College Station Police are calling the incident a home invasion.
Jones came to De La Cruz earlier last year and asked about the programs they offer at his wife and his Institute.
“Our students are like our kids,” De La Cruz said, through his tears. “I can't fix it. I wish I could, I wish I could fix it for him, but I can't, I can't anymore.”
Jones wanted to be a barber and was working toward a quickly approaching graduation.
“He came in as a young man just trying to find himself,” De La Cruz admitted.
But his life was cut short.
“He had this contagious smile; you're going to smile while you’re around him,” said Dillion Lute, a close friend. “You're going to laugh.”
Lute was Jones’ own barber, and said he would come get his haircut, vent and make everyone around the two smile.
When Jones died, Lute traded in his clippers for paintbrushes.
“A while back, I said I wasn't going to do any more portraits of anyone that was close to me, family or friends,” he said.
Aside from being a barber, Lute is an artist, painting portraits mainly.
He says he paints portraits of those who die, too, so that way their loved ones can have something to remember them by.
“It was heavy. It was really, extremely heavy,” he said, when talking about the process of painting Jones’ face twice on a canvas.
Each stroke, adding more detail to his vibrant friend.
“I wanted to be able to give some to his mom and some to his daughter,” he started. “That's my boy, man. That's my boy,” he ended, looking at the portrait with a slight smile.
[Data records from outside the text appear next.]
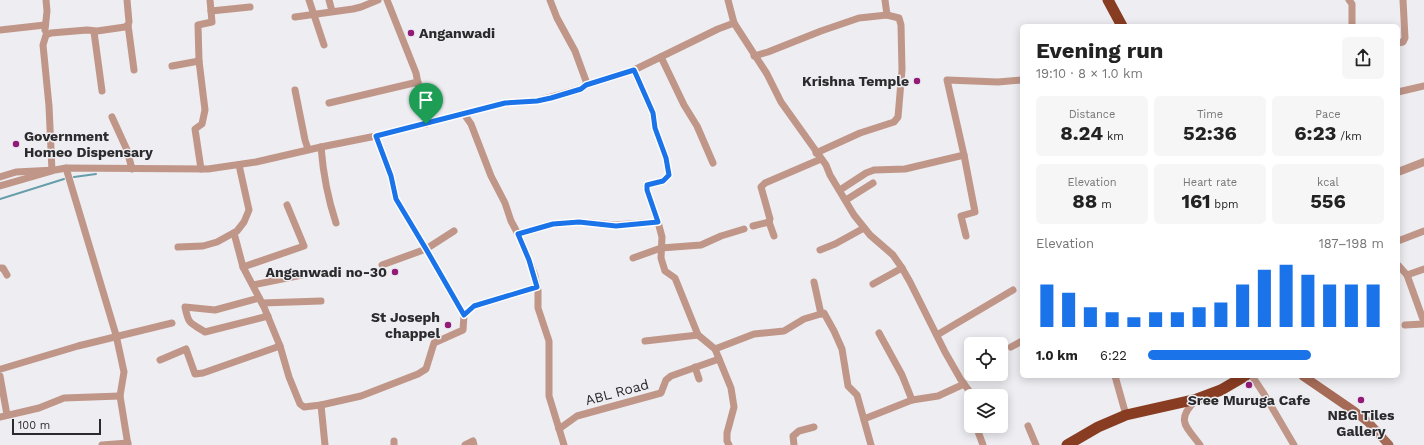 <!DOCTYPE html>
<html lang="en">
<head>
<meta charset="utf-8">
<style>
  body { margin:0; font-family:"Work Sans",sans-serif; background:#f6f6f6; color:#222; height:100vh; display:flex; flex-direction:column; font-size:15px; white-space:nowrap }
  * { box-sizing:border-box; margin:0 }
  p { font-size:13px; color:#767676 }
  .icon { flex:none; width:22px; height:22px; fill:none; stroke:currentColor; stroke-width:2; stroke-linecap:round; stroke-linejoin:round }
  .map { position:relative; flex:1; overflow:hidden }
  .sheet { position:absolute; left:1020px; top:24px; width:380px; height:354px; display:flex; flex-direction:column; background:#fff; border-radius:6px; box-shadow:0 2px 10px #0003 }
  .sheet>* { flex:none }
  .tools { position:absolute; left:964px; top:337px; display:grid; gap:8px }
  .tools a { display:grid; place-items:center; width:44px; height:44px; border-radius:6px; background:#fff; box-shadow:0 2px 10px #0003; font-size:20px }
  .scale { position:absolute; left:12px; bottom:10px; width:89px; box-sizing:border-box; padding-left:4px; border:2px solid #2b2b2d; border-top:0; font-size:11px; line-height:14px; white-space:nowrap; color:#2b2b2d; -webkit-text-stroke:3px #ededf2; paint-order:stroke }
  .pin { position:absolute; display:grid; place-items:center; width:34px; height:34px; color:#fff; margin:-41px -17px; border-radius:50% 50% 50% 0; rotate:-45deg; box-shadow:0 0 4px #0007 }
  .pin .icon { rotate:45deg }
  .round { display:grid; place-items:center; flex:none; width:42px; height:42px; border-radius:6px; background:#f6f6f6 }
  .summary { display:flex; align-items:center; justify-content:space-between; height:68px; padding:0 16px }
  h1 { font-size:22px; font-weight:700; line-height:30px }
  .figures { display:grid; grid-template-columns:repeat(3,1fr); gap:6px; height:68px; padding:4px 16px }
  .figures div { display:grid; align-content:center; border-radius:6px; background:#f6f6f6; text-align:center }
  .figures b { font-size:20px; font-weight:700 }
  .figures small { font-size:11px; font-weight:400 }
  .figures p { font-size:11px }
  .chart { height:112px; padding:8px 16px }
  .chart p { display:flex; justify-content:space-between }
  .chart svg { width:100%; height:72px; margin-top:4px; stroke:#1a73e8; stroke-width:6 }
  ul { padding:0 16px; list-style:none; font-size:13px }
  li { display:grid; grid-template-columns:64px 48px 1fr; align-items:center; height:30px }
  li i { height:10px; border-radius:5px; background:#1a73e8 }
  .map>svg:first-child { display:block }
</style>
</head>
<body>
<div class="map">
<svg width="1424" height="445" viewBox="0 0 1424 445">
  <rect width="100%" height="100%" fill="#ededf2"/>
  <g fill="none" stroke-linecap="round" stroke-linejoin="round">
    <g stroke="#679dab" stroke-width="2">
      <polyline points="74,177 96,174"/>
      <polyline points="0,199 64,179"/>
    </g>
    <g stroke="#c09688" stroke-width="7">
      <polyline points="309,0 324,45"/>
      <polyline points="329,0 332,11"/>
      <polyline points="387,0 416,73 426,124"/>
      <polyline points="728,0 734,23"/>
      <polyline points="1349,0 1352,4 1352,26"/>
      <polyline points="211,11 250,7"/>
      <polyline points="295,17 353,9 361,7 378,0"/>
      <polyline points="128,25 134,70"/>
      <polyline points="0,30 45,25"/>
      <polyline points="45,30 47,11 46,0"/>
      <polyline points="94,32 102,91"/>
      <polyline points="1398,43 1403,42 1405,38 1403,0"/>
      <polyline points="754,56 768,52 821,31 859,18 887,15 885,0"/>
      <polyline points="661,57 684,105 697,126 713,163"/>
      <polyline points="172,66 199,61"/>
      <polyline points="634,70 653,113 655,128 666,157 669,175 663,181 647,185 647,190 658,222 662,237 661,258 665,271 675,278 698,335 715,349 731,388 734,407 727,433 727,441 729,445"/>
      <polyline points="586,85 634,70 718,29 734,23 767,74 781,102 826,165 830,175 854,215 870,235 893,255 902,268 910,282 945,352 961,380 973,396"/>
      <polyline points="295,90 305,140 308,149"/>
      <polyline points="1398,92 1424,86"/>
      <polyline points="329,103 418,82"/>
      <polyline points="464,114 471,124 491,176 505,203 511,221 518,234 529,260 535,276 538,291 538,308 549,341 549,396 564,445"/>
      <polyline points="112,117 127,150 132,169"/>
      <polyline points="376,136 391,176 396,199 426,249 464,315"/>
      <path d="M321 147C323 172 328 199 336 223"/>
      <polyline points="816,153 860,133 894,122 898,117 902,70 901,25 899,18 887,15"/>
      <polyline points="964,155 975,212 961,216 966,236"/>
      <polyline points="66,168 116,335 124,372 120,396 128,445"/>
      <polyline points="201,169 195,129 202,124 205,110 199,61 198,25 212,22 210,0"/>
      <polyline points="0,177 16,172 55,170 66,168 208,169 256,162 321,147 376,136 505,103 537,101 581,89 586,85 586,81 575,51 557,18 550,0"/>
      <polyline points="0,186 52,171 49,106 43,45 46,35 51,33 87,30 97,31 125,27 128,25 129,22 127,0"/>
      <polyline points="840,190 866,173 874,170 905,169 964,155 947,80 998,82 1022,80"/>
      <polyline points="846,200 873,183"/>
      <polyline points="769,222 774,236"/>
      <polyline points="753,226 769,222 770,219 761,187 765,183 821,159"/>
      <polyline points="234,233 243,267 264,307 280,346 289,377 300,404 304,407 321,405 361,396 418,374 426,369 434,343 463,330 464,315 474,306 537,287"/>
      <polyline points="518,234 553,224 579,222 615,225 658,222"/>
      <polyline points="1398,241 1424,231"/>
      <polyline points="178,247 203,246 217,242 237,231 244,222 249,210 239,165"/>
      <polyline points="820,250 835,244 864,228"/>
      <polyline points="633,258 661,248 701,245 721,236 744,229"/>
      <polyline points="382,265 426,249 454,231"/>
      <polyline points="1398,265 1407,275 1424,322 1423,324 1405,325"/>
      <polyline points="243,267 304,246 287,205"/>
      <polyline points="0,268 3,268 7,275"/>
      <polyline points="1407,275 1424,269"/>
      <polyline points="814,282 821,314"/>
      <polyline points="873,284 902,268"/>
      <polyline points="253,285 302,275"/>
      <path d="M259 298 215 310 185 307C189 326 190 322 205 332L268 316"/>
      <polyline points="262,303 321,301"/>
      <polyline points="879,333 902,375 912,400 938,396 964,384"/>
      <polyline points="937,335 1013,290"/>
      <polyline points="645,341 698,335"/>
      <polyline points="1011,347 1022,341"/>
      <polyline points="715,349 754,334 784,331 804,319 824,313 834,331 842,349 848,386 857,395 871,445"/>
      <polyline points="160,360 186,349 195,374 203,373 280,346"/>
      <polyline points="695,367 699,379"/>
      <polyline points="1,369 78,346 172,323"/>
      <polyline points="0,376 7,415"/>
      <polyline points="1115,376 1126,415"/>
      <polyline points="1252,376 1264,394 1294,445"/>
      <path d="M1195 401C1175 421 1187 427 1200 445"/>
      <polyline points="321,405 325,445"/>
      <polyline points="0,417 39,408 64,398 120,396"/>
      <polyline points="864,419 912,400"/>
      <polyline points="976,426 983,445"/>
      <polyline points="1028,426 1036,445"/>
      <polyline points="559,429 577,416 661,393 666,380 671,376 719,359"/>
      <polyline points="394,441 394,445"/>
      <polyline points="102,445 128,443"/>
      <polyline points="465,445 473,441 474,445"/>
      <polyline points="794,445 793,436 799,431 814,427"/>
    </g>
    <polyline stroke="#c09688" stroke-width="8" points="1398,172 1424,162"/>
    <polyline stroke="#a66b57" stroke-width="9" points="1303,376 1354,411 1368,422 1389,445"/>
    <g stroke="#883c22" stroke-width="11">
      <polyline points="1108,0 1122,26"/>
      <polyline points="1067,445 1098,427 1126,415 1197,399 1221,390 1245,376"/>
    </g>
  </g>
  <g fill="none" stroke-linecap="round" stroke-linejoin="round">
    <defs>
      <polygon id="route" points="634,70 653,113 655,128 666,158 669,175 663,181 647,185 647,190 658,222 616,226 579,222 553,224 518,234 529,260 537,287 474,306 464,315 426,249 396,199 391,176 376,136 505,103 537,101 551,98 581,89 586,85"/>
    </defs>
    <use href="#route" stroke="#fff" stroke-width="8"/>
    <use href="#route" stroke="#1a73e8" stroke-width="5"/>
  </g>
  <g fill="#931b78" stroke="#ededf2" stroke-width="1.5">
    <circle cx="411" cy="33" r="4"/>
    <circle cx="917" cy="81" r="4"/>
    <circle cx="16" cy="144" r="4"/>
    <circle cx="395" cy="272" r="4"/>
    <circle cx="448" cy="325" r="4"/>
    <circle cx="1249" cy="385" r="4"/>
    <circle cx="1361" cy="400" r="4"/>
  </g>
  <g text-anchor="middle" stroke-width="3" stroke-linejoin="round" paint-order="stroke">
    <g font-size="14" font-weight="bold" fill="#2b2b2d" stroke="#ededf2" text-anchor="end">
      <text x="419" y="38" text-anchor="start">Anganwadi</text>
      <text x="909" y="86">Krishna Temple</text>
      <text x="24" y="141" text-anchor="start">Government<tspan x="24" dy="16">Homeo Dispensary</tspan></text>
      <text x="387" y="277">Anganwadi no-30</text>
      <text x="440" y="322">St Joseph<tspan x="440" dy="16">chappel</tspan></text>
      <text x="1249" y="405" text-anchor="middle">Sree Muruga Cafe</text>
      <text x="1361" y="420" text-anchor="middle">NBG Tiles<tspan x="1361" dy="16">Gallery</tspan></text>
    </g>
    <g font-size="14" fill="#2b2b2d" stroke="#ededf2">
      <text transform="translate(617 392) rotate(-15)" y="5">ABL Road</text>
    </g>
  </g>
</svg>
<div class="tools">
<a><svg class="icon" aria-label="locate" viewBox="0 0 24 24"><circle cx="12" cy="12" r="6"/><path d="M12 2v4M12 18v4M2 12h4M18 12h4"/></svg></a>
<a><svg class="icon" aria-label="layers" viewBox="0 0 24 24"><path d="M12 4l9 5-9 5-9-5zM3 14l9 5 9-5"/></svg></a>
</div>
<div class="scale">100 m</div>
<div class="pin" style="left:426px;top:124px;background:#1e9e55"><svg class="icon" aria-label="arrive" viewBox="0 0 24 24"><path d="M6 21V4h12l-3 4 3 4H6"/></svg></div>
<section class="sheet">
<div class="summary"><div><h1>Evening run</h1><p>19:10 · 8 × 1.0 km</p></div><a class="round"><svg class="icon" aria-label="share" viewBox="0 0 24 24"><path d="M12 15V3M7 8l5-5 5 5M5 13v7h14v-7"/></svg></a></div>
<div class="figures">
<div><p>Distance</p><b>8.24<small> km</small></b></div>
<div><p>Time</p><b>52:36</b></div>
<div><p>Pace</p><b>6:23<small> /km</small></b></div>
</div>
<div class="figures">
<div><p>Elevation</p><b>88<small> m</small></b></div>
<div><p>Heart rate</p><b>161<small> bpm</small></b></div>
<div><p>kcal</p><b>556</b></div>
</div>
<div class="chart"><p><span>Elevation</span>187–198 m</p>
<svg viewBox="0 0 160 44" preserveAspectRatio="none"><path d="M5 44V18M15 44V23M25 44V32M35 44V35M45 44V38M55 44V35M65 44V35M75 44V32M85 44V29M95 44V18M105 44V9M115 44V6M125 44V12M135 44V18M145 44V18M155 44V18"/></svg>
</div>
<ul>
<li><b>1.0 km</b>6:22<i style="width:69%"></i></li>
</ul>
</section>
</div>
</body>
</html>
That’s why Jones’ loved ones say take life one step at a time.
“Life is too short to hold grudges, life is too short to be mad at anybody, life is too short to feel some kind of way by others,” De La Cruz said. “Love one another, love everybody and I know everybody loved Rashawn.”
“It's crazy that [murder] is almost becoming the norm but it's not normal," Lute explained. "It doesn't hurt until this might be close to you, so before it gets close to you there needs to be some type of awareness going on.”
Dillion Lute is selling prints of his piece on his Facebook page.
There's a lunch benefit to help support the family on January 14, and a GoFundMewas set up to help cover funeral costs.